Thanks Michel. I just gave that a try, and “myDialog <> nil” evaluated as True before and after the webdialog was displayed.

Sample project here.

Be careful with how you check for existence of the web dialog. If you’ve added it to the webPage (static) it will always be other than nil. If you create them dynamically they could be nil.

If you’re doing the first method (static) you probably want to have track which dialog is open as I’m not sure if the visible property actually works like we expect it to. Wherever you show the dialog you’d want to add tracking.

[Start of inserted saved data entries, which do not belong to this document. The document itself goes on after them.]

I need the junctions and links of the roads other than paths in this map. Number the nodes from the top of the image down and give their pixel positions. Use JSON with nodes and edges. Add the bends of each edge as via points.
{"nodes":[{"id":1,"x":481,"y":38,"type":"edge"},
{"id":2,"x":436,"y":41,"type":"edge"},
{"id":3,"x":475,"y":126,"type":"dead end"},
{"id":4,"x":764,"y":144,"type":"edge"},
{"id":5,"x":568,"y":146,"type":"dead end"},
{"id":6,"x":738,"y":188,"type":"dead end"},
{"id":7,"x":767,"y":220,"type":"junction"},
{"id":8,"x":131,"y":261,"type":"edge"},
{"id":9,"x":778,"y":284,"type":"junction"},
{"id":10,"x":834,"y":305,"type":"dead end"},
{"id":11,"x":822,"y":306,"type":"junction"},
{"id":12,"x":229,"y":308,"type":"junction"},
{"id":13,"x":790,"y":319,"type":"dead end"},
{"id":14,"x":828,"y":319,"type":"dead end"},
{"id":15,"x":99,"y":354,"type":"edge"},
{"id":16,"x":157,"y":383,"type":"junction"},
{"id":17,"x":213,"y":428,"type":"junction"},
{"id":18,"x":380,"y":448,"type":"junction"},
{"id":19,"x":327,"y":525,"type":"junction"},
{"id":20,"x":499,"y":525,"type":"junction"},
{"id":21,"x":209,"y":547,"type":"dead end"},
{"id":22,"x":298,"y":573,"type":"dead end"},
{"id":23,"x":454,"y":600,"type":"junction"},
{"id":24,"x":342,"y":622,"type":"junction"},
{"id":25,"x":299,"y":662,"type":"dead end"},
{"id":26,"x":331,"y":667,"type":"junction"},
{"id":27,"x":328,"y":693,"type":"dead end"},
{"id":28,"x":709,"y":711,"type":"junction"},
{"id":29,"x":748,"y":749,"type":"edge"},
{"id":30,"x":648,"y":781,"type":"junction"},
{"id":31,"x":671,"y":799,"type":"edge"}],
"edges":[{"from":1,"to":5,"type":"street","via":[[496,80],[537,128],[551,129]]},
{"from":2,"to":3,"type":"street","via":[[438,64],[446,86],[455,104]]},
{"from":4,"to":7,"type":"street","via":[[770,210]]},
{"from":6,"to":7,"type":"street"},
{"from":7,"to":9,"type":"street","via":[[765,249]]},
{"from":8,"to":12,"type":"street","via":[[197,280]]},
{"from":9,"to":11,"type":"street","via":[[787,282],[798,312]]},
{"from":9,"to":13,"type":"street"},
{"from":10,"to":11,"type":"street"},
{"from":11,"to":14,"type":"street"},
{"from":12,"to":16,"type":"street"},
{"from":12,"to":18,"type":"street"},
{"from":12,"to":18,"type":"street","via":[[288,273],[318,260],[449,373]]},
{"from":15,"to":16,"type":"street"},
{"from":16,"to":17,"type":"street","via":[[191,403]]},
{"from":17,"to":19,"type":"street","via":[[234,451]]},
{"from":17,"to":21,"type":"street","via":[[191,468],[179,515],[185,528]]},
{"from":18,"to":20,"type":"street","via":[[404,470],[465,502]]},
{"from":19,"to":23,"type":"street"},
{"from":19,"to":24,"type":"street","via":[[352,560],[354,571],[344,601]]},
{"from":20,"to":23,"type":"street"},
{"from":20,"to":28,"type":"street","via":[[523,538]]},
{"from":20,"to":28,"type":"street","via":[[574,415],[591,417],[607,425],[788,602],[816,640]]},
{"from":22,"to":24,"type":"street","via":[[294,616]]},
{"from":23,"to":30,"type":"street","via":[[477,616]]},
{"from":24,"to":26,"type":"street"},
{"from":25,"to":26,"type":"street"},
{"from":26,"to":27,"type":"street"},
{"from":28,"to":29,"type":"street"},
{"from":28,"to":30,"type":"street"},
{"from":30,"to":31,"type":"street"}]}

We tend to do dynamic web dialogs - especially with large complex dialogs - as those are added to the webpage thus slowing the load of the web page. So having a dialog variable local in the page is doable.

Edit: I did not look at your sample project so apologies if you’ve got it covered.

Actually, Bob, you put the finger where it hurts.

David, don’t drag the dialog onto the web page.

  • Add a Sheet2 as Sheet1 property to the webpage.
  • In the button, do :

Sheet2 = new Sheet1 Sheet2.Show

That way you can test Sheet2, which will be nil before you display it, and not nil when instantiated.

Thanks Bob - makes sense that a static Webdialog would be instantiated along with the WebPage it’s on, and thus would never be nil. I tried:

if StaticWebDialogInstance.visible = True then <do Webdialog keyboard shortcut stuff> end if

…but that didn’t work as you suspected it mightn’t. It seems like it ought to work, though…?

Michel, thanks for recipe. It works in that keypresses are ignored when the WebPage is initially displayed, and handled once the WebDialog is displayed. To develop it further, I added a “Close” button to the WebDialog so that I could see what happened when the dialog was dismissed. And then ran into 2 more issues:

  1. When the Webdialog was displayed, the newly-added button had focus, and the WebPage’s KeyPressed event didn’t fire as a result. After clicking on the background of the WebDialog to remove the focus from the button, keypresses caused the WebPage’s KeyPressed event to fire again. As an experiment, I tried adding code to the KeyPressed event of the button, but that doesn’t seem to fire at all, even when the button has focus!

  2. In your suggestion, Sheet2 is nil before it’s instantiated. But when the dialog is closed, the Sheet2 instance still exists. Is there some way of destroying the Sheet2 instance when the dialog is closed? Add “Me = nil” to the Dismissed event of the Sheet1 class, or something like that?

Here’s an update to the Sample Project, incorporating suggestions so far.

[quote=310644:@David McKenzie]. In your suggestion, Sheet2 is nil before it’s instantiated. But when the dialog is closed, the Sheet2 instance still exists. Is there some way of destroying the Sheet2 instance when the dialog is closed? Add “Me = nil” to the Dismissed event of the Sheet1 class, or something like that?
[/quote]

I would try to catch the key in the KeyPressed event of the button. The other way would be to set focus to the webpage. I would prefer catching keys in the button, to keep keyboard access for people needed this kind of assistance.

I would try putting Sheet2 = nil in the close event. I hope it won’t create an exception.

For dynamically created web dialogs I use AddHandler to put the Dismissed event in the webpage. That should be sufficient to set the dialog variable to nil and thus trying to stop sending keypresses to a non-existent dialog.

Thanks Bob - using AddHandler does the trick and I can set the dialog object back to nil.

So the only remaining issue is that when the Webdialog is displayed, the button on it has focus by default (tested in 3 different browsers). I would have thought that given that’s the case, the KeyPressed event for the button would fire when a key is pressed, but it doesn’t. The KeyPressed event for the underlying WebPage doesn’t fire either. If I click on the background of the WebDialog to remove focus from the button, then the WebPage’s KeyPressed event fires when I press a key.

In fact, I can’t persuade the KeyPressed event handlers for the WebDialog or the button on the WebDialog to fire under any circumstances.

Here’s an update to the sample project incorporating the AddHandler idea, and showing the problem with the button on the WebDialog.

This is much harder than I expected it to be! Do you guys use keyboard shortcuts in your Web apps?